I have a friend that did exactly the same thing🤣
 

Midnight Wolf

New member
For a few months now, I've been trying to photograph a coyote pack that lives in the nature preserve near me. It never fails that I head down one side of a loop and about the center of the loop I run across someone who sees the camera, "OH! Did you see the coyotes? They are back behind us." It never fails that by the time I get there the pack has left. I never seem to pick the right side of the trails!
 

Niels.hr.Hansen

Active member
Can't decide what forgotten setting I dislike the most. White balance, metering area, exp. compensation with a little luck you notice it when chimping else additional work at home and potential ruined shots.
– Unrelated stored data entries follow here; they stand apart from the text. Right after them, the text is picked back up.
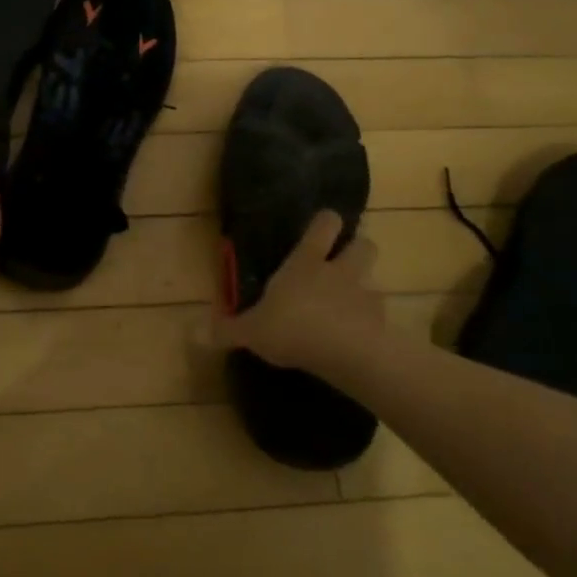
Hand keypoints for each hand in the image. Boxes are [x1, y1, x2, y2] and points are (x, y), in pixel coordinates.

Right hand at [214, 210, 386, 382]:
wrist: (348, 355)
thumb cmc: (294, 328)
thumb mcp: (252, 331)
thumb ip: (226, 330)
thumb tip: (194, 332)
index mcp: (307, 262)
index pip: (324, 225)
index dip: (326, 222)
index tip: (324, 224)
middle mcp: (340, 271)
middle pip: (363, 244)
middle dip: (356, 248)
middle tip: (343, 263)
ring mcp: (365, 295)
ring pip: (375, 279)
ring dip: (365, 288)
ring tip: (350, 306)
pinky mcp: (382, 323)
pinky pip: (380, 316)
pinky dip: (372, 323)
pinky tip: (358, 338)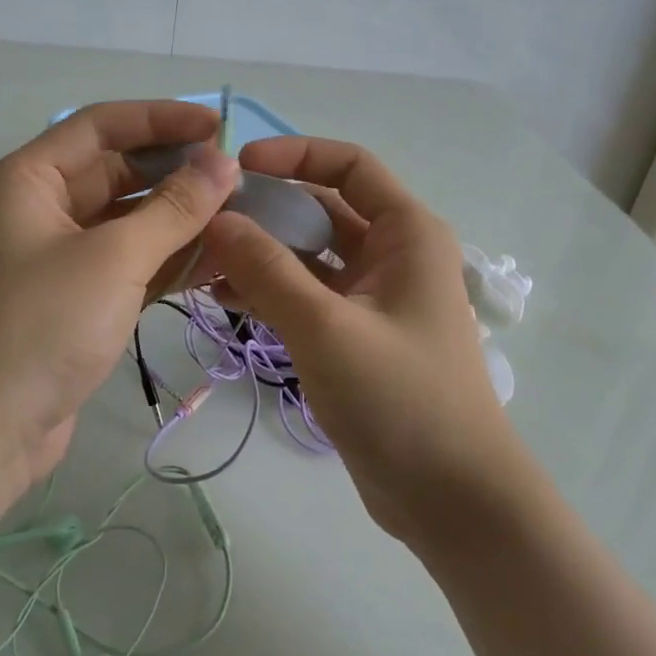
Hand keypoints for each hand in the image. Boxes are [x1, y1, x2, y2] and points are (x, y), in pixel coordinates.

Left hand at [0, 101, 238, 483]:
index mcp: (29, 179)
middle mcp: (39, 208)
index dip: (161, 119)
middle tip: (236, 178)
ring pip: (126, 218)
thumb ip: (173, 207)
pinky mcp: (75, 297)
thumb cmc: (41, 326)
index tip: (217, 127)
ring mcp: (57, 255)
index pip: (101, 126)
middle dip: (175, 172)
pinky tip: (214, 259)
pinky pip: (127, 260)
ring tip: (238, 216)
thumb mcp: (114, 258)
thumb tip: (222, 162)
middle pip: (115, 171)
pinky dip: (166, 258)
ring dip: (177, 217)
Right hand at [200, 136, 511, 543]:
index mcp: (407, 233)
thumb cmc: (402, 400)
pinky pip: (307, 295)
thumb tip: (217, 219)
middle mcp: (393, 254)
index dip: (294, 154)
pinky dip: (270, 290)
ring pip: (309, 255)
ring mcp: (373, 296)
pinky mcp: (356, 334)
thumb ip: (268, 270)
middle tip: (205, 220)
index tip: (236, 167)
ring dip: (261, 253)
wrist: (453, 501)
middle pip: (322, 208)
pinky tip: (223, 297)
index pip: (349, 166)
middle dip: (266, 210)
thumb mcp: (327, 328)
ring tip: (203, 260)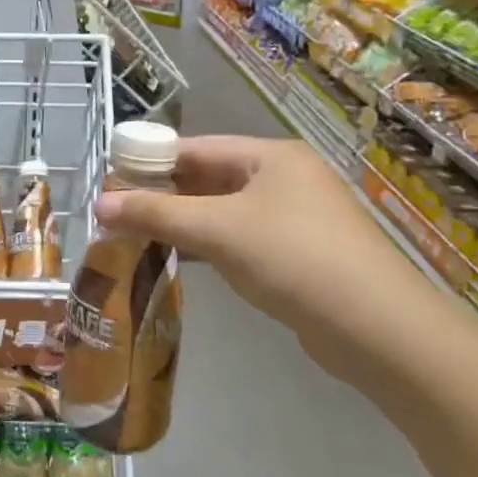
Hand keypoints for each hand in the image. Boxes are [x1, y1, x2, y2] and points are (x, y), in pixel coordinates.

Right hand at [93, 135, 439, 389]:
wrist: (379, 329)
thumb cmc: (293, 259)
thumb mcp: (218, 230)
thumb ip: (156, 214)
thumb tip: (99, 204)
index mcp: (271, 156)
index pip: (195, 148)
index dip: (150, 161)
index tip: (109, 179)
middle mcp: (284, 178)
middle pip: (209, 177)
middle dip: (163, 195)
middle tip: (116, 212)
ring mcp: (295, 217)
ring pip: (223, 210)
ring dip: (183, 222)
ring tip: (135, 235)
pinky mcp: (299, 254)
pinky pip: (240, 238)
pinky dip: (209, 244)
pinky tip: (180, 259)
Setting the lens focus limiter and you think the lens is broken because it won't focus, when you get to flicking the switch the subject is long gone.
 

Niels.hr.Hansen

Active member
For a few months now, I've been trying to photograph a coyote pack that lives in the nature preserve near me. It never fails that I head down one side of a loop and about the center of the loop I run across someone who sees the camera, "OH! Did you see the coyotes? They are back behind us." It never fails that by the time I get there the pack has left. I never seem to pick the right side of the trails!
Yes most animals has a sense of camera proximity, that can make them vanish ;)
 

jeffnles1

Well-known member
Supporting Member
Something even more important than exposure settings when a flock of geese fly over is to remember to keep your mouth closed. Don't ask m how I know these things. At least I was wearing a hat which prevented the worst of the tragedy. Let's just leave it at that and move on. :)
 

Icarus

Well-known member
Supporting Member
Absolutely. Carry a camera underwater. If a shark investigates you, try to photograph it. Shark gone....
Birds at least notice the lens. When shooting Condors at the Grand Canyon using a 300 2.8 lens I have many pictures of them flying by gawking at the lens to the point of looking back behind them. I've often wondered if lenses were rectangular instead of a big round eye if they'd pay less attention to it.
 

Letolen

Active member
All the population problemS, I feel for you.
I live on private property & no one to distribute anything. Even when I do go out. Rarely anyone comes near me.
I am very scary🤣
So have a habit of forgetting to click back into continuous.